40話 花鳥風月





 平和のオンパレードで、春祭も部誌を無難に配って終了して6月。

 この頃になると創作ゲームもそこそこに、平和な時間を持て余していた。ふと、部室の掃除でもしようかと本棚を多田師と漁っていたら、ずっと昔の変な部誌を見つけた。

「部誌名『鳥』?」

 あまりにもシンプルなタイトルなので、そういう伝統でもあったのかと本棚をあさる。今でこそ単行本サイズの部誌だけど、昔のシンプルなタイトルの部誌はとにかくでかい。『ミッケ』とか『ウォーリーをさがせ』と同じくらいのサイズで、これは配布していたのか、それともブースで読めるだけだったのか気になる。次に『月』『花』と見つかったところで、ぼくらは同時に閃く。

「花鳥風月!?」

 ついには風も見つかって、4冊で『花鳥風月』と並べる。感動。すごい。化石とか、過去の遺産を発掘して楽しんでいる人の気持ちがよくわかった。過去を知ることのよろこび。

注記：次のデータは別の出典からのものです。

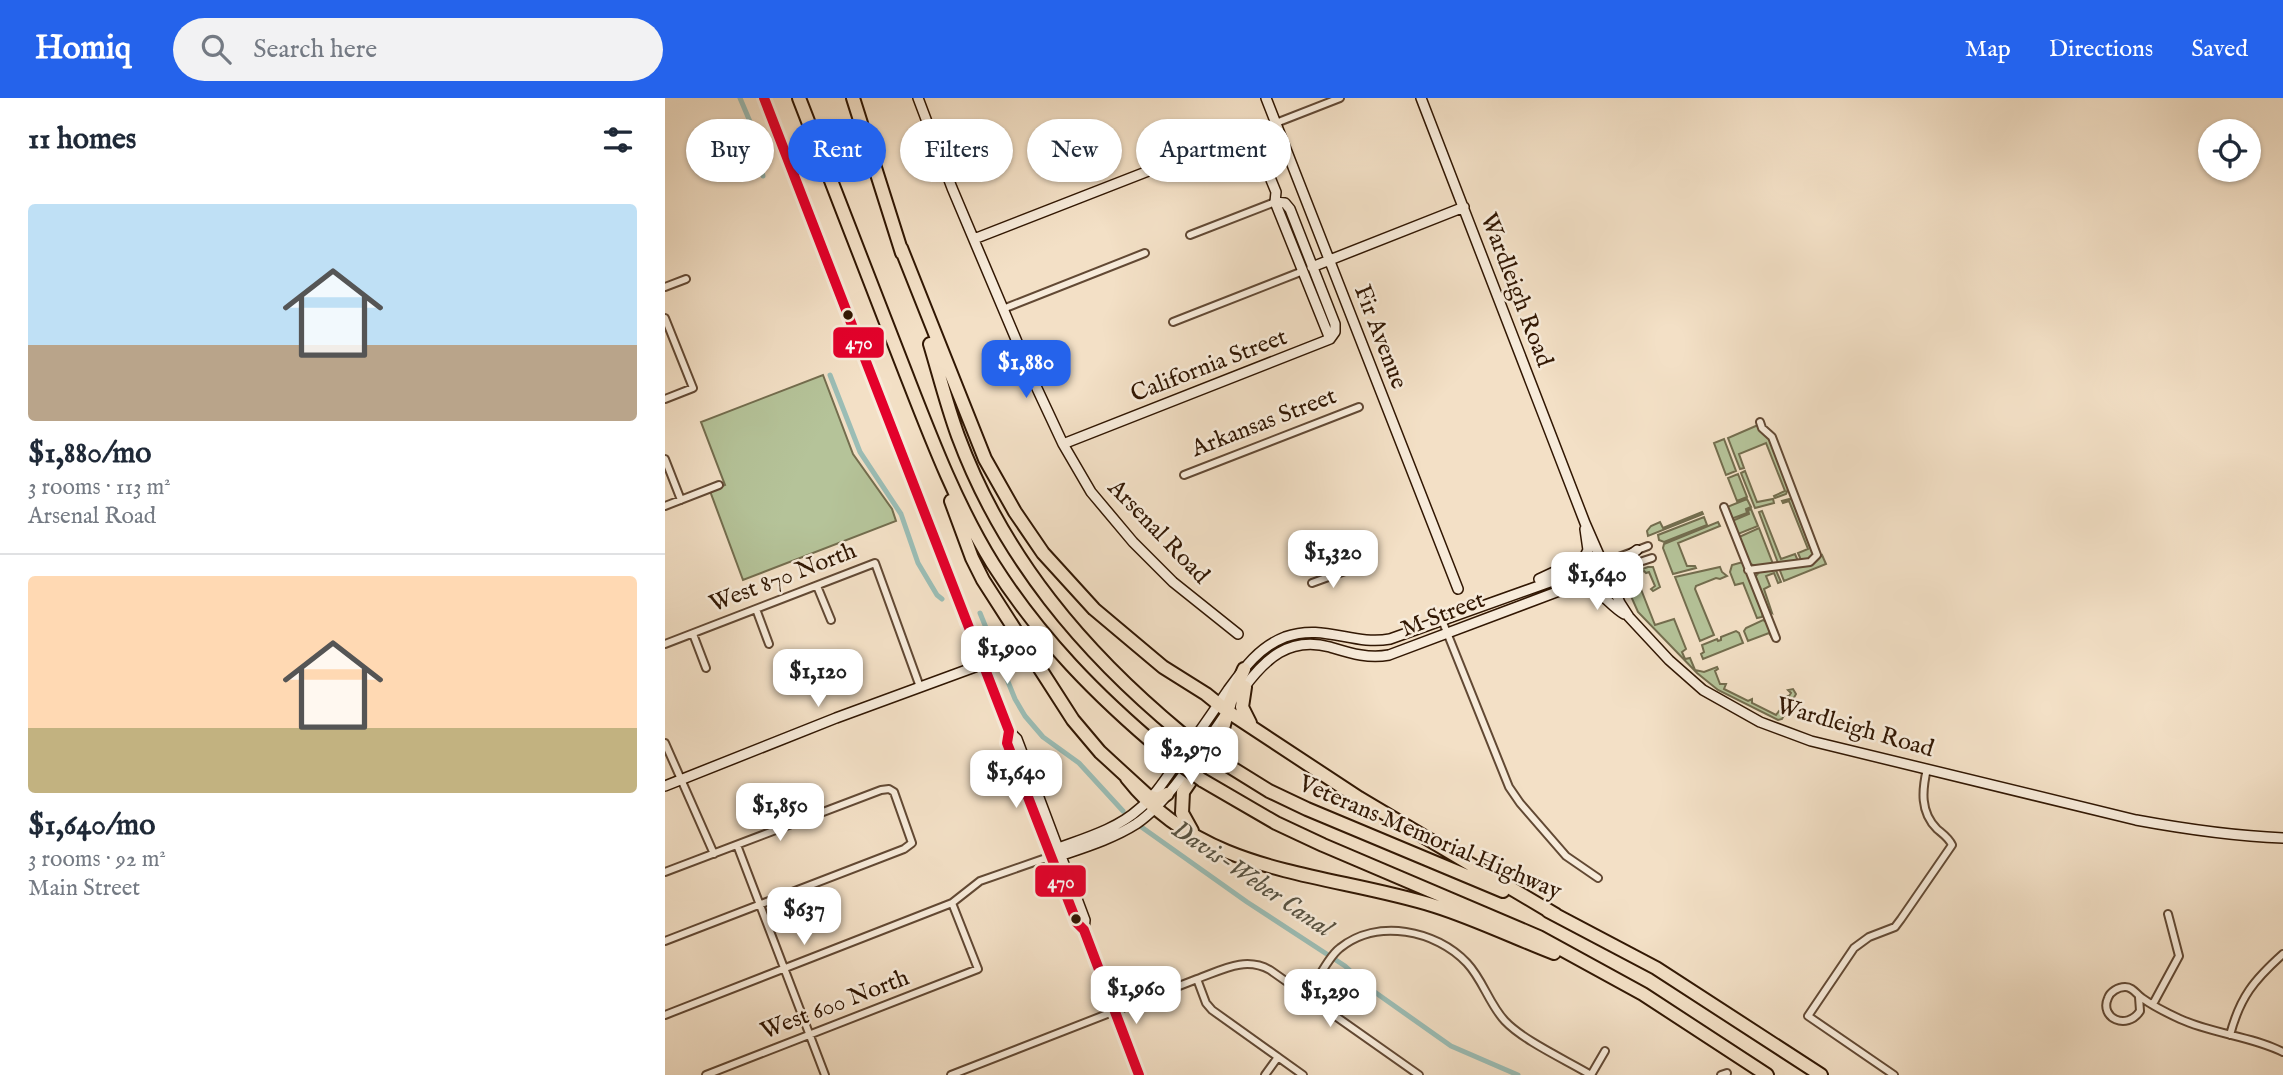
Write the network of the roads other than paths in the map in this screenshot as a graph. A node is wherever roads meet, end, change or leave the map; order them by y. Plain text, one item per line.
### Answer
1 (764, 98) edge
2 (799, 98) edge
3 (853, 98) edge
4 (918, 98) edge
5 (1266, 98) edge
6 (1340, 98) edge
7 (1421, 98) edge
8 (1274, 119) edge
9 (1286, 119) edge
10 (1291, 162) edge
11 (1275, 202) junction
12 (1464, 207) junction
13 (1190, 235) dead end
14 (974, 239) junction
15 (901, 248) junction
16 (1145, 253) dead end
17 (1329, 260) junction
18 (1308, 269) junction
19 (687, 279) dead end
20 (665, 287) edge
21 (1003, 309) junction
22 (666, 321) edge
23 (1173, 322) dead end
24 (665, 399) edge
25 (1359, 407) dead end
26 (1760, 422) dead end
27 (928, 431) junction
28 (1063, 444) junction
29 (665, 459) edge
30 (1184, 475) dead end
31 (719, 485) dead end
32 (681, 499) junction
33 (665, 506) edge
34 (1724, 508) dead end
35 (1585, 523) junction
36 (1648, 546) dead end
37 (1637, 550) junction
38 (1653, 558) dead end
39 (1603, 563) junction
40 (1748, 570) junction
41 (1345, 571) dead end
42 (1609, 575) junction
43 (1312, 583) dead end
44 (817, 586) junction
45 (1573, 587) junction
46 (1458, 589) dead end
47 (1517, 592) junction
48 (756, 610) junction
49 (1629, 617) junction
50 (831, 620) dead end
51 (1442, 620) junction
52 (693, 634) junction
53 (1238, 634) dead end
54 (1447, 634) junction
55 (1776, 638) dead end
56 (665, 644) edge
57 (769, 644) dead end
58 (983, 664) junction
59 (706, 668) dead end
60 (1247, 678) junction
61 (920, 687) junction
62 (1223, 708) junction
63 (1254, 729) junction
64 (1009, 731) junction
65 (665, 743) edge
66 (1927, 769) junction
67 (681, 779) junction
68 (665, 786) edge
69 (1167, 794) joint
70 (1149, 803) junction
71 (2283, 838) edge
72 (737, 845) junction
73 (1215, 847) junction
74 (1060, 852) junction
75 (714, 854) junction
76 (1048, 857) junction
77 (665, 872) edge
78 (1598, 878) dead end
79 (952, 903) junction
80 (760, 905) junction
81 (2168, 914) dead end
82 (1556, 915) junction
83 (1084, 930) junction
84 (665, 941) edge
85 (2283, 954) edge
86 (785, 969) junction
87 (1607, 974) junction
88 (1197, 979) junction
89 (1307, 996) junction
90 (2139, 997) junction
91 (2153, 1004) junction
92 (1115, 1011) junction
93 (2140, 1011) junction
94 (665, 1015) edge
95 (2230, 1035) junction
96 (810, 1036) junction
97 (1605, 1051) dead end
98 (2283, 1052) edge
99 (1278, 1057) junction
100 (706, 1075) edge
101 (825, 1075) edge
102 (951, 1075) edge
103 (1139, 1075) edge
104 (1265, 1075) edge
105 (1303, 1075) edge
106 (1419, 1075) edge
107 (1591, 1075) edge
108 (1767, 1075) edge
109 (1821, 1075) edge
110 (1894, 1075) edge

1 - 58 main road
2 - 27 highway, Veterans Memorial Highway
3 - 15 highway, Veterans Memorial Highway
4 - 14 main road, Arsenal Road
5 - 8 main road, Fir Avenue
6 - 9 street
7 - 12 main road, Wardleigh Road
10 - 17 main road, Fir Avenue
11 - 13 street
11 - 14 main road
11 - 18 main road
12 - 17 main road
12 - 35 main road, Wardleigh Road
14 - 21 main road, Arsenal Road
15 - 62 highway
15 - 82 highway, Veterans Memorial Highway, bridge
16 - 21 street
17 - 18 main road
17 - 46 main road, Fir Avenue
18 - 23 street
18 - 28 main road, California Street
19 - 20 street
21 - 28 main road, Arsenal Road
22 - 24 street
25 - 30 street, Arkansas Street
26 - 40 street
27 - 70 highway
27 - 87 highway, Veterans Memorial Highway, bridge
28 - 53 main road, Arsenal Road
29 - 32 street
31 - 32 street
32 - 33 street
34 - 40 street
35 - 39 main road, Wardleigh Road
35 - 47 main road
36 - 37 street, M Street
37 - 39 street, M Street
37 - 42 main road
38 - 42 street, M Street
39 - 42 main road, Wardleigh Road
39 - 45 main road
39 - 47 main road, M Street
40 - 55 street
41 - 43 street
42 - 45 main road, M Street
42 - 49 main road, Wardleigh Road
44 - 48 street, West 870 North
44 - 50 street
44 - 61 street, West 870 North
45 - 49 main road
45 - 54 main road, M Street
47 - 51 main road, M Street
48 - 52 street, West 870 North
48 - 57 street
49 - 66 main road, Wardleigh Road
51 - 54 street
51 - 60 main road, M Street
52 - 56 street, West 870 North
52 - 59 street
54 - 60 main road, M Street
54 - 78 street
58 - 61 main road
58 - 64 main road
60 - 62 highway
60 - 63 highway
61 - 67 main road
62 - 63 highway
62 - 69 main road
62 - 70 main road
62 - 73 highway
63 - 82 highway
64 - 74 main road
64 - 76 main road
65 - 67 street
66 - 71 main road, Wardleigh Road
66 - 110 street
67 - 68 main road
67 - 75 street
69 - 70 highway
70 - 73 highway
70 - 74 main road
72 - 75 street
72 - 80 street
72 - 80 street
73 - 87 highway
74 - 76 main road
74 - 83 main road
75 - 77 street
76 - 79 street
76 - 83 main road
79 - 86 street
79 - 96 street, West 600 North
80 - 84 street
80 - 86 street
81 - 91 street
82 - 109 highway, Veterans Memorial Highway
83 - 92 main road
85 - 95 street
86 - 94 street
86 - 96 street
87 - 108 highway, Veterans Memorial Highway
88 - 89 street
88 - 92 street
88 - 99 street
89 - 106 street
89 - 107 street
90 - 91 street
90 - 93 street
90 - 93 street
91 - 93 street
91 - 95 street
92 - 102 street
92 - 103 main road
95 - 98 street
96 - 100 street, West 600 North
96 - 101 street
97 - 107 street
99 - 104 street
99 - 105 street

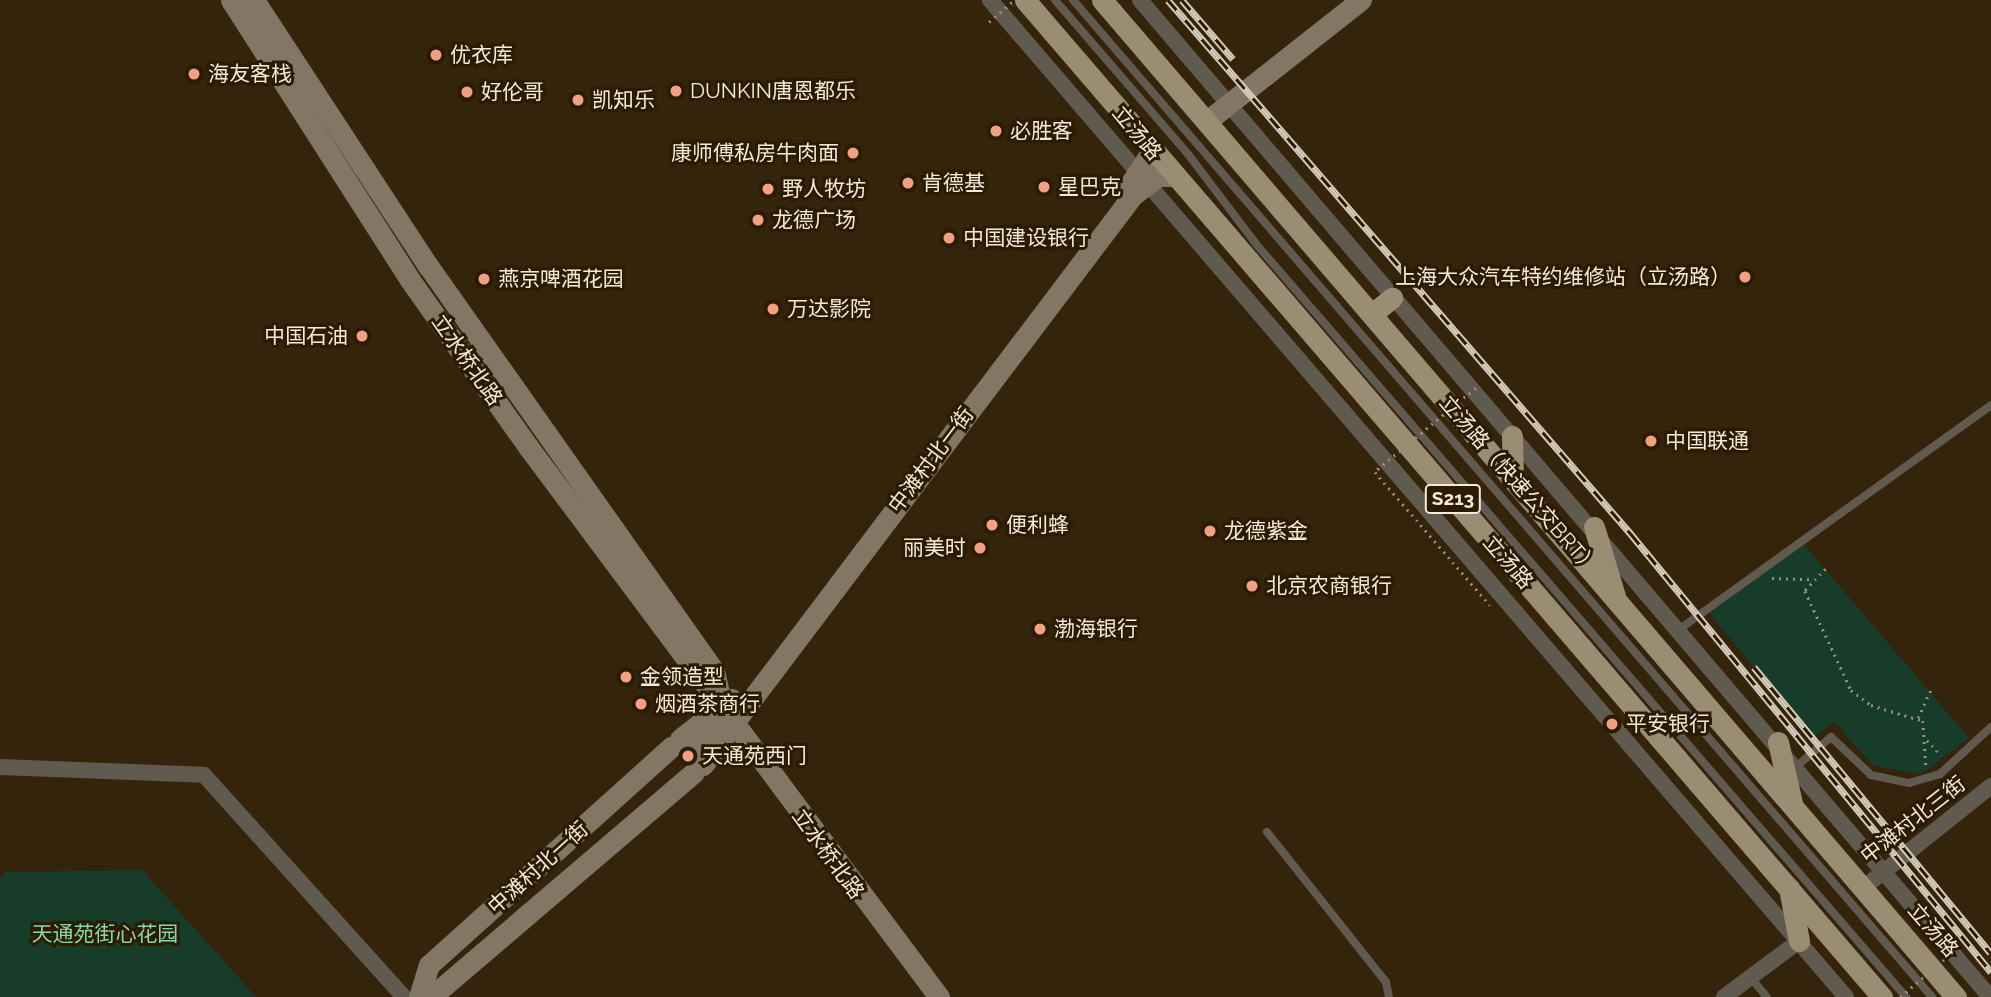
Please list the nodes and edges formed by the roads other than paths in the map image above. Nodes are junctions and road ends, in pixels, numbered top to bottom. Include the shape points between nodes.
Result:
1 (230, 0) edge
2 (254, 0) edge
3 (990, 0) edge
4 (1025, 0) edge
5 (1055, 0) edge
6 (1073, 0) edge
7 (1102, 0) edge
8 (1140, 0) edge
9 (1361, 0) edge
10 (1228, 102) junction
11 (1206, 121) junction
12 (1152, 150) junction
13 (1173, 176) junction
14 (1142, 178) junction
15 (1392, 298) junction
16 (1372, 314) junction
17 (1991, 405) edge
18 (1511, 436) junction
19 (1513, 479) junction
20 (1594, 527) junction
21 (1618, 605) junction
22 (1681, 628) junction
23 (728, 716) junction
24 (1991, 727) edge
25 (1778, 741) junction
26 (687, 756) junction
27 (1797, 766) junction
28 (0, 767) edge
29 (1991, 786) edge
30 (1793, 808) junction
31 (1267, 832) dead end
32 (1881, 870) junction
33 (1789, 886) junction
34 (1861, 889) junction
35 (1799, 941) junction
36 (1750, 977) junction
37 (404, 997) edge
38 (419, 997) edge
39 (431, 997) edge
40 (939, 997) edge
41 (1388, 997) edge
42 (1724, 997) edge
43 (1767, 997) edge
44 (1846, 997) edge
45 (1882, 997) edge
46 (1906, 997) edge
47 (1932, 997) edge
48 (1956, 997) edge
49 (1990, 997) edge

1 - 23 street, 立水桥北路 via 410,280 698,683
2 - 23 street, 立水桥北路 via 429,267 714,671
3 - 14 street, 立汤路 / S213
4 - 12 main road, 立汤路 / S213
5 - 46 lane, 立汤路（快速公交BRT） via 1188,154 1255,244
6 - 47 lane, 立汤路（快速公交BRT）
7 - 11 main road, 立汤路 / S213
8 - 10 street, 立汤路
9 - 10 street
10 - 11 street
10 - 15 street, 立汤路
11 - 16 main road, 立汤路 / S213
12 - 13 main road, 立汤路 / S213
12 - 14 street, 中滩村北一街
13 - 14 street
13 - 33 main road, 立汤路 / S213
14 - 23 street, 中滩村北一街
14 - 35 street, 立汤路 / S213
15 - 16 main road
15 - 18 street, 立汤路
16 - 19 main road, 立汤路 / S213
17 - 22 lane
18 - 19 main road
18 - 20 street, 立汤路
19 - 21 main road, 立汤路 / S213
20 - 21 main road
20 - 22 street, 立汤路
21 - 30 main road, 立汤路 / S213
22 - 25 street, 立汤路
23 - 26 street
23 - 26 street, 中滩村北一街
23 - 40 street, 立水桥北路
24 - 27 lane via 1950,766 1909,783 1871,775 1831,737
25 - 27 street, 立汤路
25 - 30 main road
26 - 38 street, 中滩村北一街 via 429,965
26 - 39 street, 中滩村北一街 via 673,787
27 - 32 street, 立汤路
28 - 37 street via 204,775
29 - 32 street, 中滩村北三街
30 - 34 main road, 立汤路 / S213
31 - 41 lane via 1386,982
32 - 34 street, 中滩村北三街
32 - 49 street, 立汤路
33 - 35 main road
33 - 45 main road, 立汤路 / S213
34 - 48 main road, 立汤路 / S213
35 - 36 street
35 - 44 street, 立汤路 / S213
36 - 42 street
36 - 43 lane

 ついには『新・花鳥風月』という部誌も出てきて(単行本サイズ)あとがきに図書館連携企画などと書いてあるのを見つけて納得した。これは多分配布じゃなくて、部誌を図書館の特別なブースか何かに置いてもらってたんだなぁ、と。だから持ち込めないようなサイズなのかも。

「ね、花鳥風月さ、復活させてみない?夏前のこの時期暇だしさ。部員も多いから、きっと花鳥風月の4チームに分けても問題ないし!」

「いいね!」

 ということで、緊急企画『花鳥風月』なるものが立ち上がって、チーム分けのシステムは、文芸ゼミナールプロジェクトを応用した希望制にした。1年生には2年3年問わず習いたい先輩を3人挙げてもらって、それを参考にチーム分けをするという制度にした。ゼミの時みたいに、希望した先輩からはゆるく小説のことを習おうぜ!という名目で、一石二鳥だろうと思った。


 しかし、そううまくはいかない。


 各チーム、リレー企画やら、単に小説を書くだけやら、それぞれの色を出していたのだけれど、夏前に全く部誌の提出がされず、夏頃になって、次は秋祭の小説を書かないといけない状況になった。

 このまま続けるか迷って、2年生たちも含めて相談すると、「もういいんじゃないですか?延期で」ということだった。延期になったらぼくら3年はいないけれど、作品だけ提出してもらえれば編集などはできるということだった。

 確かに小説を書くのは大変だし、時期的にも無理だと判断して、延期にせざるを得なかったけれど、少しだけ悲しくもあった。企画をやり遂げたい気持ちもあったし、熱意を持って書きたい気持ちもあった。ただ、ぼくが2年の頃のような殺伐した雰囲気も、これ以上の改革も必要ないくらいの平和で、覇気がなかった。絶対書かなきゃ、なんてプレッシャーはもうぼくらにはないのだ。

 よく物語の構図として、対立する敵や悪者がいると盛り上がるというのがある。

 ぼくら文芸部にはもう対立するものなんかない。完全に完成してしまったのだろう。


 だから無理やり企画を続ける必要もないのだろう。